Given a sequence L = [ i 0, ..., i b ], standardσ m L i is the morphism σ (i b) ≫ … ≫ σ (i 0). The construction is provided for any list of natural numbers, but it is intended to behave well only when the list is admissible.

Equations

• SimplexCategoryGenRel.standardσ [] h_2 = CategoryTheory.eqToHom ⋯
• SimplexCategoryGenRel.standardσ (a :: t) h_2 = CategoryTheory.CategoryStruct.comp (SimplexCategoryGenRel.standardσ t ⋯) (SimplexCategoryGenRel.σ (Fin.ofNat (m₂ + 1) a))

@[simp]

theorem SimplexCategoryGenRel.standardσ_nil (m : ℕ) : standardσ [] ⋯ = CategoryTheory.CategoryStruct.id (mk m)

@[simp]

theorem SimplexCategoryGenRel.standardσ_cons (L : List ℕ) (a : ℕ) {m₁ m₂ : ℕ} (h : m₂ + (a :: L).length = m₁) : standardσ (a :: L) h = CategoryTheory.CategoryStruct.comp (standardσ L ⋯) (σ (Fin.ofNat (m₂ + 1) a))

theorem SimplexCategoryGenRel.standardσ_cons_assoc (L : List ℕ) (a : ℕ) {m₁ m₂ : ℕ} (h : m₂ + (a :: L).length = m₁) {Z : SimplexCategoryGenRel} (h✝ : mk m₂ ⟶ Z) : CategoryTheory.CategoryStruct.comp (standardσ (a :: L) h) h✝ = CategoryTheory.CategoryStruct.comp (standardσ L ⋯) (CategoryTheory.CategoryStruct.comp (σ (Fin.ofNat (m₂ + 1) a)) h✝)

theorem SimplexCategoryGenRel.standardσ_comp_standardσ (L₁ L₂ : List ℕ) {m₁ m₂ m₃ : ℕ} (h : m₂ + L₁.length = m₁) (h' : m₃ + L₂.length = m₂) : CategoryTheory.CategoryStruct.comp (standardσ L₁ h) (standardσ L₂ h') = standardσ (L₂ ++ L₁) ⋯

theorem SimplexCategoryGenRel.standardσ_comp_standardσ_assoc (L₁ L₂ : List ℕ) {m₁ m₂ m₃ : ℕ} (h : m₂ + L₁.length = m₁) (h' : m₃ + L₂.length = m₂) {Z : SimplexCategoryGenRel} (h✝ : mk m₃ ⟶ Z) : CategoryTheory.CategoryStruct.comp (standardσ L₁ h) (CategoryTheory.CategoryStruct.comp (standardσ L₂ h') h✝) = CategoryTheory.CategoryStruct.comp (standardσ (L₂ ++ L₁) ⋯) h✝

def SimplexCategoryGenRel.simplicialEvalσ (L : List ℕ) : ℕ → ℕ

simplicialEvalσ is a lift to ℕ of (toSimplexCategory.map (standardσ m L _ _)).toOrderHom.
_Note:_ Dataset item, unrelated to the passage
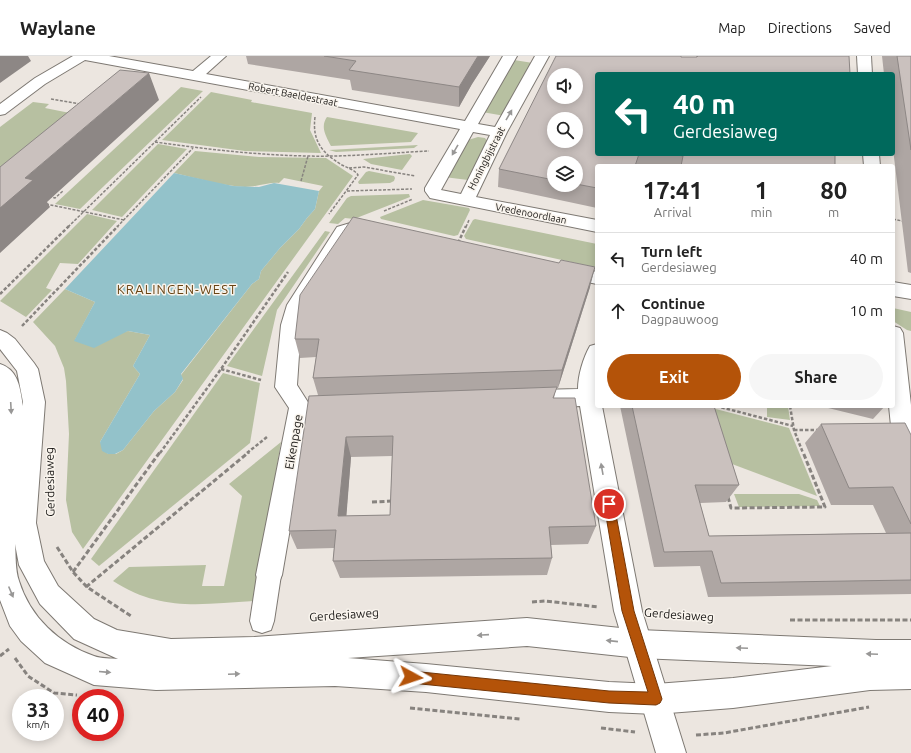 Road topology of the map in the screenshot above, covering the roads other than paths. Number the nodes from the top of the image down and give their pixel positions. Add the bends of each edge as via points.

Rather than defining it as such, we define it inductively for less painful inductive reasoning, (see simplicialEvalσ_of_isAdmissible). It is expected to produce the correct result only if L is admissible, and values for non-admissible lists should be considered junk values. Similarly, values for out-of-bonds inputs are junk values.

Equations

• One or more equations did not get rendered due to their size.
• SimplexCategoryGenRel.simplicialEvalσ [] j = j

theorem SimplexCategoryGenRel.simplicialEvalσ_of_lt_mem (L : List ℕ) (j : ℕ) (hj : ∀ k ∈ L, j ≤ k) : simplicialEvalσ L j = j

theorem SimplexCategoryGenRel.simplicialEvalσ_monotone (L : List ℕ) : Monotone (simplicialEvalσ L)

theorem SimplexCategoryGenRel.simplicialEvalσ_of_isAdmissible (L : List ℕ) (m₁ m₂ : ℕ) (hL : IsAdmissible m₂ L) (hk : m₂ + L.length = m₁) (j : ℕ) (hj : j < m₁ + 1) : ↑((SimplexCategory.Hom.toOrderHom (toSimplexCategory.map (standardσ L hk))) ⟨j, hj⟩) = simplicialEvalσ L j

theorem SimplexCategoryGenRel.standardσ_simplicialInsert {m : ℕ} (L : List ℕ) (hL : IsAdmissible (m + 1) L) (j : ℕ) (hj : j < m + 1) (m₁ : ℕ) (hm₁ : m + L.length + 1 = m₁) : standardσ (simplicialInsert j L) ⋯ = CategoryTheory.CategoryStruct.comp (standardσ L ⋯) (σ (Fin.ofNat (m + 1) j))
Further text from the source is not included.